Ya ben buraya alışırsam...
Daha bundan sonra kendi evime falan gidemem, bunu da bilin” dedi gülümseyerek.
Zemin katı şöyle bir dolaştılar.
Armağan keyiften dört köşe bir gölge olmuştu.
1. Kata çıktılar.
Mert Armağan’a,
“Armağan’cım bak 7 numaralı oda senin için düzenlendi.
Orada gölge ortamı yok.
O odaya girdiğin andan itibaren, gölgenden kurtulacaksın.
Dışarıya çıktığın zaman ne yapacağını da artık sen daha iyi bilirsin” dedi.
Mert Zeynep Hanım’a
“Zeynep Abla, özür dilerim abla dedim ama size ısındım izniniz var değil mi?” dedi.
Zeynep Hanım, “elbette ben de seni kardeşim gibi sevdim ve senin bundan böyle ablanım” dedi.
Bu sözden sonra ikisi de gayri ihtiyari, Ebru’ya dönerek bakma ihtiyacı hissettiler ve tam da beklenildiği gibi, Ebru öfkeli şirin moduna girmişti.

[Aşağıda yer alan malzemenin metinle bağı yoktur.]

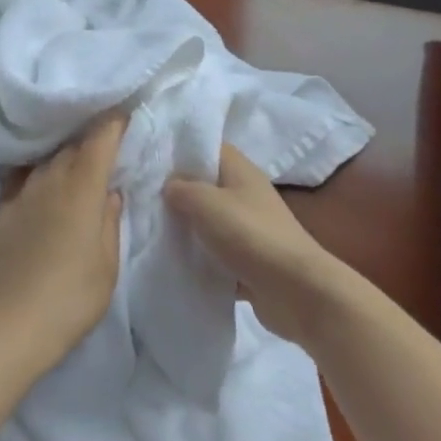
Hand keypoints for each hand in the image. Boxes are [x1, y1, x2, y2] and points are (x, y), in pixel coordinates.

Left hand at [0, 115, 125, 375]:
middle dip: (86, 144)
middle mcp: (47, 181)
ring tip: (67, 174)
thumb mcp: (107, 264)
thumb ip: (109, 221)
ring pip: (41, 166)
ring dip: (57, 164)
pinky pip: (17, 189)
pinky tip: (35, 205)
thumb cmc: (71, 297)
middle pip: (69, 148)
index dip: (112, 124)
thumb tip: (108, 192)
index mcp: (81, 189)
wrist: (7, 326)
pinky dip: (32, 189)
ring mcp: (16, 196)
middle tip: (99, 150)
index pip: (99, 140)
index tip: (122, 116)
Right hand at [165, 145, 345, 343]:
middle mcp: (246, 195)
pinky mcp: (249, 261)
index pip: (209, 148)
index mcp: (241, 172)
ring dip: (187, 228)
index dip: (181, 150)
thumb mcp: (207, 204)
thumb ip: (182, 189)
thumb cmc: (251, 236)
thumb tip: (168, 185)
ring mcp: (249, 229)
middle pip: (206, 186)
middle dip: (178, 192)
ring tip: (150, 230)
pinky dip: (199, 259)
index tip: (150, 159)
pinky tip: (173, 264)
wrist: (297, 292)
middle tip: (142, 198)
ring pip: (209, 222)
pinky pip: (217, 255)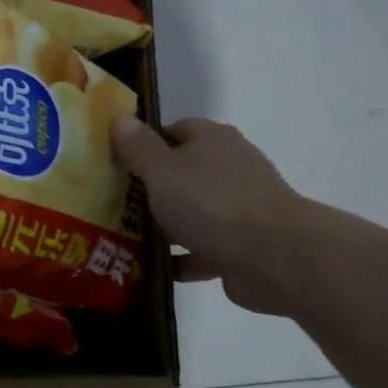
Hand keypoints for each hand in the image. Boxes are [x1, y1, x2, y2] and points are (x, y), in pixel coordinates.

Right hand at [111, 115, 316, 315]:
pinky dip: (182, 258)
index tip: (117, 162)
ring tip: (126, 237)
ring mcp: (239, 209)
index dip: (145, 143)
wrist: (274, 257)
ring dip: (166, 225)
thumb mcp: (162, 170)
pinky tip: (154, 269)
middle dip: (151, 187)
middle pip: (183, 172)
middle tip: (114, 202)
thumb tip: (119, 118)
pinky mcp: (242, 246)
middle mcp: (230, 168)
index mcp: (213, 141)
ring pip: (193, 212)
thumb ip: (139, 147)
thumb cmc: (212, 203)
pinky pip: (203, 249)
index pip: (174, 130)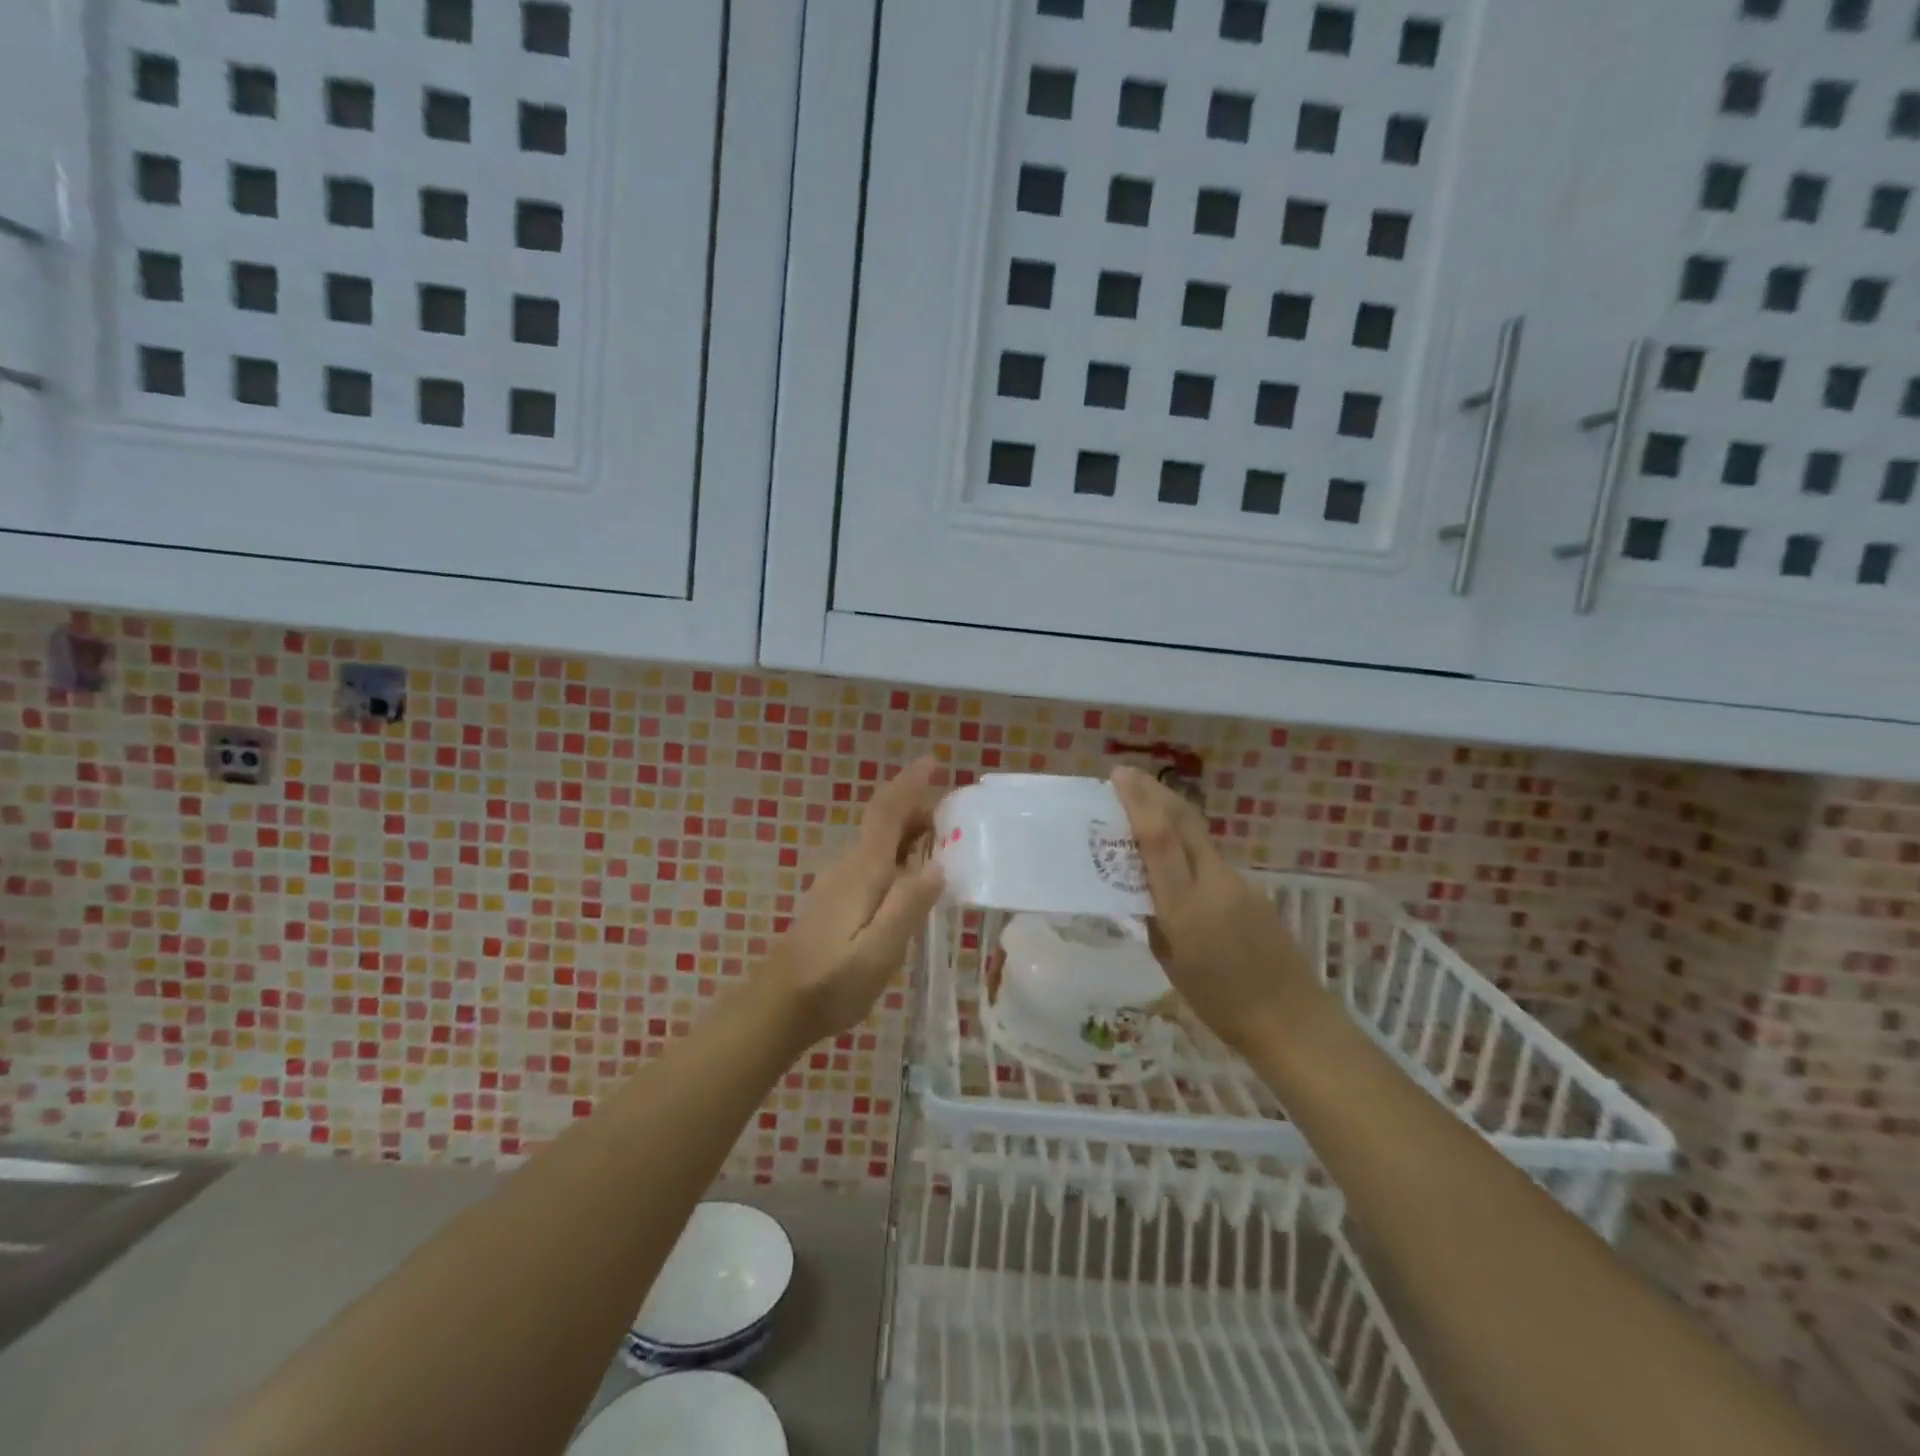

Zeynep Hanım Ebru’ya sarılarak,
“Aman da aman, kıskanmış mı bu bizi, aman da öfkelenirmiş, aman da gözlerinden ateş çıkarmış” diyerek bir yandan
da üç yaşındaki çocuğu sever gibi yanaklarını sıkıyordu.
“Ebru’cum, ben öncelikle senin ablanım, bu sonradan kardeş, asıl senin ablanım” diyorken, bir yandan da Mert’e göz kırpıyordu.
Mert,
“aman tamam tamam, senin de ablan olsun Zeynep Abla.” Dedi.
Sonrasında Mert Zeynep Hanım’a,
“Ablacım siz artık bizim ailemizdensiniz ve sadece aile vasfını taşıyan bizler, siz, Asaf hocam gibi aileden
olanlara ait olan üçüncü katta kalacaksınız, gelin lütfen” dedi.
İkinci katta diğer arkadaşlarla rahat edemezsiniz, hem sizinle sürekli istişare halinde olmamız gerekecek, bir arada olmamızda fayda var” diye ekledi.
Armağan'a döndü ve
“hadi sen de yerleş, istirahatine bak.
Odanın içerisinde banyon var.
Kirlileri kirli sepetiniz var ona koyduğunuzda az sonra yatağınızın üzerinde temizlenip ütülenmiş ve de katlanmış
vaziyette bulursunuz.
Kullanacaklarını aldıktan sonra onlar gidip çekmecelerine yerleşirler.
Ayrıca bunlara vakit ayırmanıza gerek olmayacak” dedi.
Ekstra bir şey olduğu zaman da uygunsuz bir şey olmadığı sürece, sadece kendi duyacağınız bir sesle istemeniz
yeterli.
Bu sözümden anlaşılacağı gibi, ortamı ve düzeni ve de huzuru korumak adına, bir sansür mekanizmamız mevcut.
Perilere talimat verildi ve uyuşturucu ister, yanında da dört tane hatun gelsin derseniz, önünüze bir adet tuzluk
koyar ve bununla idare et derler.
Yani doğal ihtiyaç olan ne lazımsa isteyin, çekinmeyin istemekten, hemen size getirirler.
Yemek istediğin zaman, alt katta açık büfemiz var.
Çekinmeyin, hatta arzularınıza da gem vurmayın.
Meksika usulü marine edilmiş ızgara tavuk kanadı istiyorum de o da gelir.
İtalyan usulü spagetti iste, o da gelir gibi, gibi.
Hem de bunu saat kaçta istediğin önemli değil, 7/24 her daim gelir.
Birtakım etkinlikler ve sosyal aktiviteler istiyorsan da odanda var.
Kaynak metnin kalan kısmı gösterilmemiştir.